As a young child, Laura knew she wanted to be an actor. At Marian, she participated in plays and musicals and took acting and dancing classes. She enrolled at Tarkio College, a small liberal arts school in Missouri, renowned for its theater program and home to the Mule Barn Theater. A few months before her freshman year, a fire gutted the 100-year-old theater, however, the theater program remained intact. 

“The first thing we did in that program as a theater company, was to renovate a new theater. An old hotel downtown became our theater space,” recalls Laura.

After the fire, the small college was not able to recover and fell into financial ruin. Her sophomore year the entire theater program transferred to Westmar University in LeMars, Iowa, where she completed her BFA. “The education I got there was so intense. It was such a great actor training program. We had so many performance opportunities. It was really strong. So I’m really grateful for that experience,” said Laura.

After graduation, she moved to New York with a group of friends from school and they started a theater company. “We did a lot of producing our own shows and student shows. Everybody knew how to do costumes and sets and props and lights. So we started a theater company and we managed to produce two bills of original one-acts, and then that was it. We thought, we’re gonna make a theater company and then we’re all gonna get discovered. That didn’t happen.”

So how does it happen? Laura kept working on her craft. “I did a bunch of plays in New York. I studied Shakespeare, improv and on-camera work. And so you just keep working and building and doing projects and meeting people and creating work for yourself.” 

Gig work is a necessary part of life as a working artist and Laura has worked in restaurants and taught Shakespeare to kids in public schools.

In 2006, Laura founded a nonprofit, neighborhood arts organization in her Brooklyn neighborhood. It featured live music events, art shows and craft shows. The theater component produced six seasons of live Shakespeare for families in Prospect Park. 

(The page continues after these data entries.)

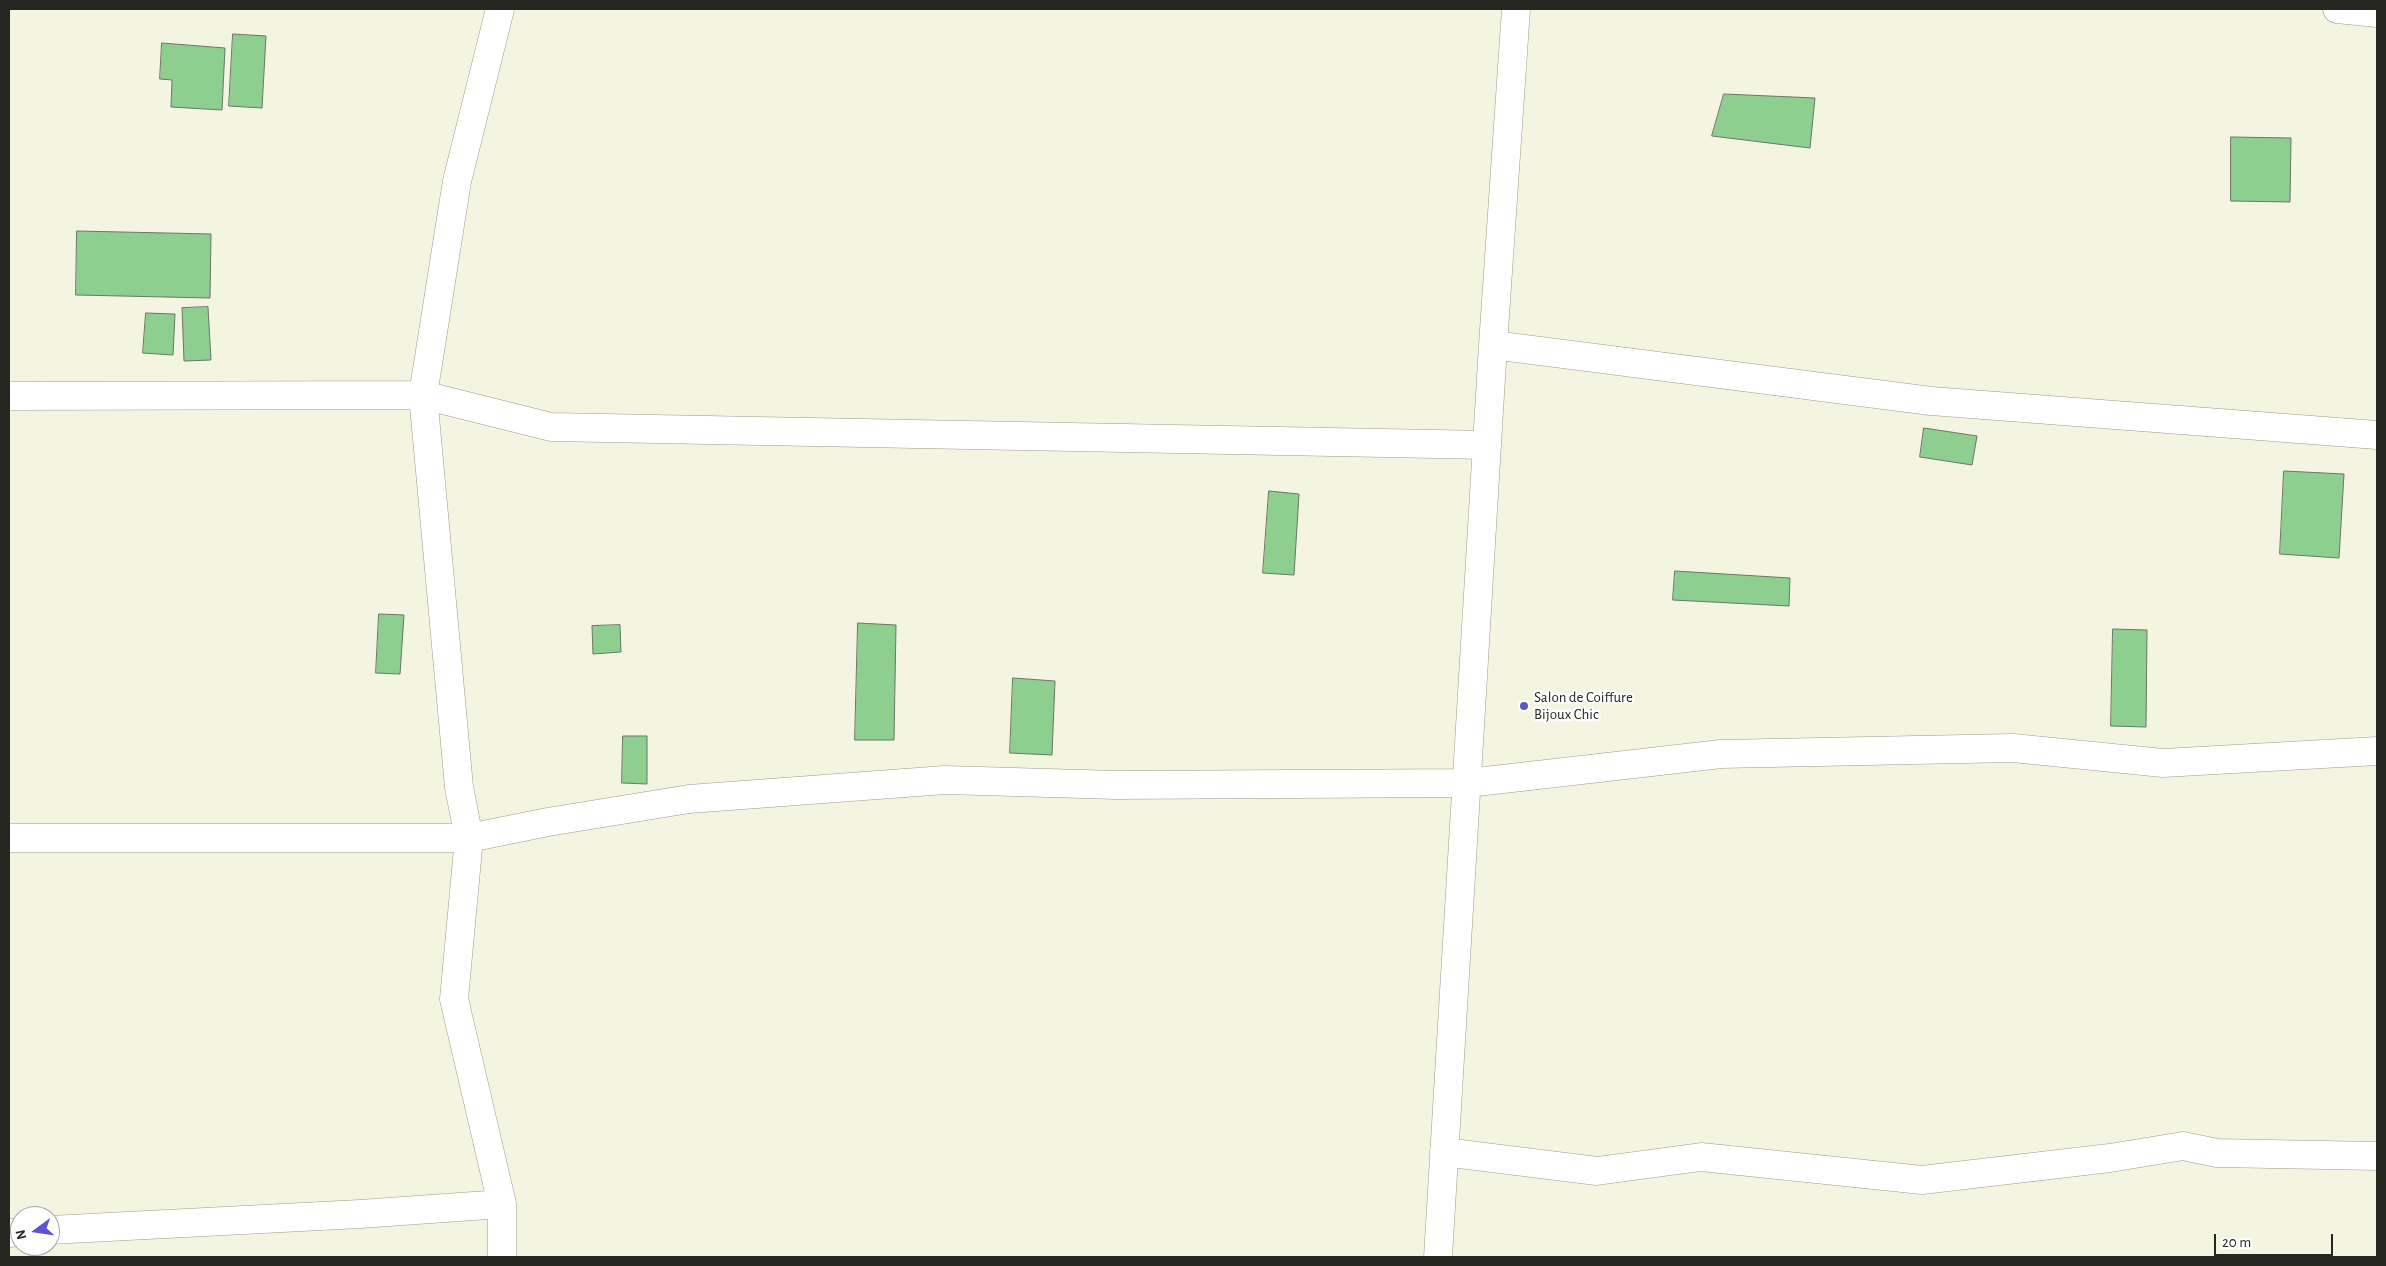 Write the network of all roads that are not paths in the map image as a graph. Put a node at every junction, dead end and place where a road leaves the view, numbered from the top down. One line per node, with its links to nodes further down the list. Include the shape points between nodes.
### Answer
1 (500, 9): 6 (street, via 457,181)
2 (1516, 9): 5 (street)
3 (2336, 9): 4 (street)
4 (2377, 13)
5 (1493, 345): 8 (street, via 1931,401); 9 (street)
6 (423, 395): 7 (street); 9 (street, via 551,427); 13 (street, via 459,787)
7 (9, 396)
8 (2377, 435)
9 (1487, 445): 11 (street)
10 (2377, 751): 11 (street, via 2164,763 2013,748 1721,754)
11 (1468, 783): 13 (street, via 1117,784 945,780 689,799); 14 (street)
12 (9, 838): 13 (street)
13 (469, 838): 16 (street, via 454,999)
14 (1444, 1152): 15 (street, via 1597,1171 1701,1157 1922,1180 2183,1146 2217,1153); 19 (street)
15 (2377, 1156)
16 (502, 1204): 17 (street); 18 (street)
17 (60, 1229)
18 (502, 1257)
19 (1438, 1257) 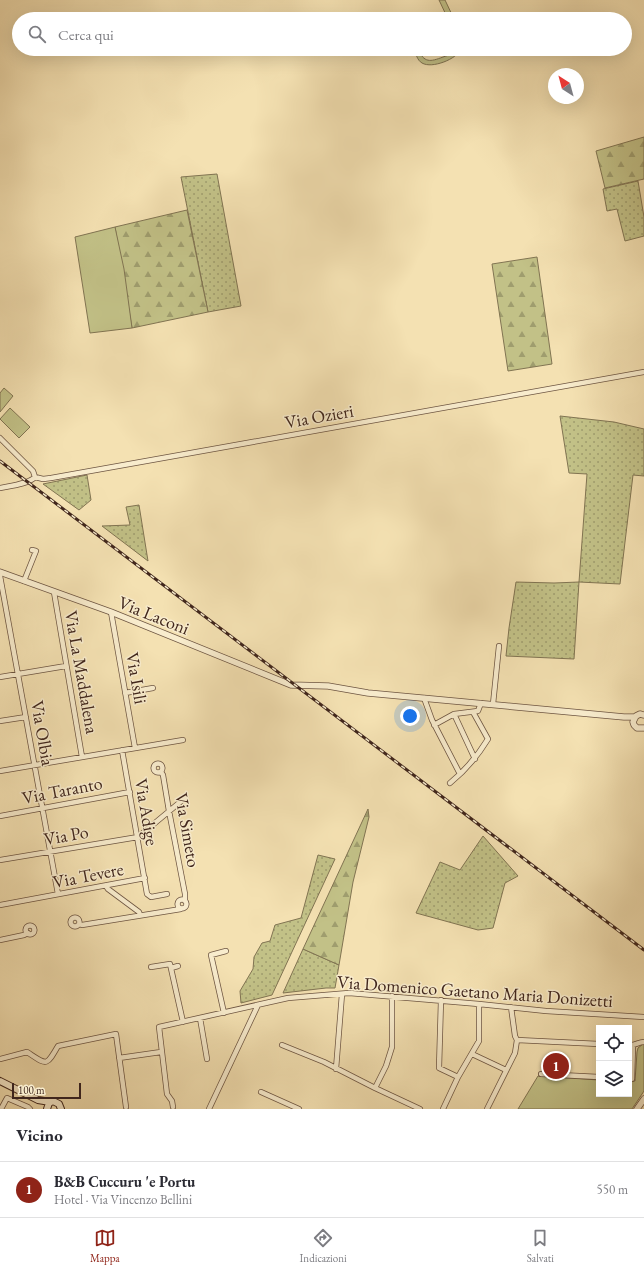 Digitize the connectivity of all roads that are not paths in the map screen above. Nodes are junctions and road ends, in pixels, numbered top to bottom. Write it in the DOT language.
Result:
graph roads {
  1 [pos="644,372"];
  2 [pos="0,438"];
  3 [pos="35,477"];
  4 [pos="0,488"];
  5 [pos="32,550"];
  6 [pos="0,572"];
  7 [pos="0,576"];
  8 [pos="24,581"];
  9 [pos="54,592"];
  10 [pos="111,612"];
  11 [pos="499,646"];
  12 [pos="66,666"];
  13 [pos="18,674"];
  14 [pos="0,677"];
  15 [pos="153,688"];
  16 [pos="125,693"];
  17 [pos="424,698"];
  18 [pos="481,703"];
  19 [pos="494,704"];
  20 [pos="473,712"];
  21 [pos="454,714"];
  22 [pos="644,715"];
  23 [pos="26,717"];
  24 [pos="634,719"];
  25 [pos="0,721"];
  26 [pos="434,724"];
  27 [pos="644,728"];
  28 [pos="183,740"];
  29 [pos="135,748"];
  30 [pos="122,750"];
  31 [pos="82,757"];
  32 [pos="475,759"];
  33 [pos="35,765"];
  34 [pos="0,771"];
  35 [pos="161,772"];
  36 [pos="460,774"];
  37 [pos="450,783"];
  38 [pos="130,792"];
  39 [pos="185,798"];
  40 [pos="42,808"];
  41 [pos="169,811"];
  42 [pos="0,816"];
  43 [pos="138,837"];
  44 [pos="50,852"];
  45 [pos="0,860"];
  46 [pos="145,878"];
  47 [pos="106,886"];
  48 [pos="58,894"];
  49 [pos="167,894"];
  50 [pos="183,900"];
  51 [pos="0,905"];
  52 [pos="179,907"];
  53 [pos="140,915"];
  54 [pos="80,924"];
  55 [pos="28,934"];
  56 [pos="0,940"];
  57 [pos="226,951"];
  58 [pos="178,966"];
  59 [pos="151,967"];
  60 [pos="171,968"];
  61 [pos="342,994"];
  62 [pos="392,996"];
  63 [pos="441,1000"];
  64 [pos="479,1004"];
  65 [pos="258,1005"];
  66 [pos="511,1007"];
  67 [pos="224,1013"];
  68 [pos="644,1017"];
  69 [pos="200,1018"];
  70 [pos="182,1022"];
  71 [pos="517,1040"];
  72 [pos="644,1042"];
  73 [pos="596,1044"];
  74 [pos="282,1045"];
  75 [pos="632,1046"];
  76 [pos="161,1052"];
  77 [pos="472,1054"];
  78 [pos="119,1058"];
  79 [pos="207,1058"];
  80 [pos="0,1059"];
  81 [pos="336,1069"];
  82 [pos="506,1070"];
  83 [pos="541,1074"];
  84 [pos="458,1077"];
  85 [pos="596,1077"];
  86 [pos="0,1081"];
  87 [pos="375,1088"];
  88 [pos="261,1092"];
  89 [pos="644,1099"];
  90 [pos="38,1100"];
  91 [pos="50,1102"];
  92 [pos="173,1107"];
  93 [pos="62,1108"];
  94 [pos="126,1108"];
  95 [pos="1,1109"];
  96 [pos="30,1109"];
  97 [pos="47,1109"];
  98 [pos="209,1109"];
  99 [pos="299,1109"];
  100 [pos="420,1109"];
  101 [pos="443,1109"];
  102 [pos="487,1109"];
  103 [pos="637,1109"];
  1 -- 3 [label="street, Via Ozieri"];
  2 -- 3 [label="street"];
  3 -- 4 [label="street, Via Ozieri"];
  5 -- 8 [label="street"];
  6 -- 8 [label="street, Via Laconi"];
  7 -- 13 [label="street, Via Olbia"];
  8 -- 9 [label="street, Via Laconi"];
  9 -- 10 [label="street, Via Laconi"];
  9 -- 12 [label="street, Via La Maddalena"];
  10 -- 16 [label="street, Via Isili"];
  10 -- 17 [label="street, Via Laconi"];
  11 -- 19 [label="street"];
  12 -- 13 [label="street"];
  12 -- 31 [label="street, Via La Maddalena"];
  13 -- 14 [label="street"];
  13 -- 23 [label="street, Via Olbia"];
  15 -- 16 [label="street"];
  16 -- 29 [label="street, Via Isili"];
  17 -- 18 [label="street, Via Laconi"];
  17 -- 26 [label="street"];
  18 -- 19 [label="street, Via Laconi"];
  18 -- 20 [label="street"];
  19 -- 24 [label="street, Via Laconi"];
  20 -- 21 [label="street"];
  20 -- 32 [label="street"];
  21 -- 26 [label="street"];
  21 -- 32 [label="street"];
  22 -- 24 [label="street"];
  23 -- 25 [label="street"];
  23 -- 33 [label="street, Via Olbia"];
  24 -- 27 [label="street"];
  26 -- 36 [label="street"];
  28 -- 29 [label="street"];
  29 -- 30 [label="street"];
  30 -- 31 [label="street"];
  30 -- 38 [label="street, Via Adige"];
  31 -- 33 [label="street"];
  32 -- 36 [label="street"];
  33 -- 34 [label="street"];
  33 -- 40 [label="street, Via Olbia"];
  35 -- 41 [label="street, Via Simeto"];
  36 -- 37 [label="street"];
  38 -- 40 [label="street, Via Taranto"];
  38 -- 43 [label="street, Via Adige"];
  39 -- 41 [label="street"];
  40 -- 42 [label="street, Via Taranto"];
  40 -- 44 [label="street, Via Olbia"];
  41 -- 43 [label="street"];
  41 -- 50 [label="street, Via Simeto"];
  43 -- 44 [label="street, Via Po"];
  43 -- 46 [label="street, Via Adige"];
  44 -- 45 [label="street, Via Po"];
  44 -- 48 [label="street, Via Olbia"];
  46 -- 47 [label="street, Via Tevere"];
  46 -- 49 [label="street, Via Tevere"];
  47 -- 48 [label="street, Via Tevere"];
  47 -- 53 [label="street"];
  48 -- 51 [label="street, Via Tevere"];
  50 -- 52 [label="street"];
  50 -- 52 [label="street"];
  52 -- 53 [label="street"];
  53 -- 54 [label="street"];
  55 -- 56 [label="street"];
  57 -- 67 [label="street"];
  58 -- 60 [label="street"];
  59 -- 60 [label="street"];
  60 -- 70 [label="street"];
  61 -- 62 [label="street, Via Domenico Gaetano Maria Donizetti"];
  61 -- 65 [label="street, Via Domenico Gaetano Maria Donizetti"];
  61 -- 81 [label="street"];
  62 -- 63 [label="street, Via Domenico Gaetano Maria Donizetti"];
  62 -- 87 [label="street"];
  63 -- 64 [label="street, Via Domenico Gaetano Maria Donizetti"];
  63 -- 84 [label="street"];
  64 -- 66 [label="street, Via Domenico Gaetano Maria Donizetti"];
  64 -- 77 [label="street"];
  65 -- 67 [label="street, Via Domenico Gaetano Maria Donizetti"];
  65 -- 98 [label="street"];
  66 -- 68 [label="street, Via Domenico Gaetano Maria Donizetti"];
  66 -- 71 [label="street"];
  67 -- 69 [label="street, Via Domenico Gaetano Maria Donizetti"];
  69 -- 70 [label="street, Via Domenico Gaetano Maria Donizetti"];
  69 -- 79 [label="street"];
  70 -- 76 [label="street, Via Domenico Gaetano Maria Donizetti"];
  71 -- 73 [label="street"];
  71 -- 82 [label="street"];
  72 -- 75 [label="street"];
  74 -- 81 [label="street"];
  76 -- 78 [label="street"];
  76 -- 92 [label="street"];
  77 -- 82 [label="street"];
  77 -- 84 [label="street"];
  78 -- 80 [label="street"];
  78 -- 94 [label="street"];
  81 -- 87 [label="street"];
  82 -- 102 [label="street"];
  83 -- 85 [label="street"];
  84 -- 101 [label="street"];
  86 -- 90 [label="main road"];
  87 -- 100 [label="street"];
  88 -- 99 [label="street"];
  89 -- 103 [label="street"];
  90 -- 91 [label="main road"];
  90 -- 97 [label="main road"];
  91 -- 93 [label="main road"];
  91 -- 97 [label="main road"];
  95 -- 96 [label="street"];
}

And you never stop learning. “I’ve done lots of fun stuff…the web series that I did was certainly a great learning experience, learning how to produce and write for film and television. At that point, I was more familiar with plays…so I went back to school to study specifically filmmaking and screenwriting in 2019. I also work at the New School, so I took classes there,” said Laura.

And you never give up. “I’m always writing and auditioning for things and doing small projects. You know, even still with this short film where now we’re in our film festival marketing phase, there’s always something to do.”

As part of the festival circuit, Laura made a recent trip to Omaha and stopped in at Marian to visit with students in a creative writing class. She credits Marian with helping her find her voice. As an all-girls school, “it fosters an environment where all these voices can be heard and where you can express yourself and your creativity…And there were fundamental academic choices I was making at Marian, like Shakespeare and acting. I had a good foundation when I got into an acting program in college.”

And, of course, no Marian memory would be complete without Field Day. “One of the biggest things we teach when we’re doing theater classes with kids, and in any production, is the importance of collaboration. And I think that’s fundamentally what you get out of Field Day. How do you come together as a group? You’re creatively collaborating on an outcome. That’s what every production is…every production is people coming together to creatively collaborate. I think I had a good foundation of what that felt like and what that looked like. It translates great into theater and film,” said Laura.

Laura has two daughters, Daphne, 21, and Vivienne, 18. In her spare time, she enjoys reading and studying French. “Madame Binns would be happy. I work on my French every day.”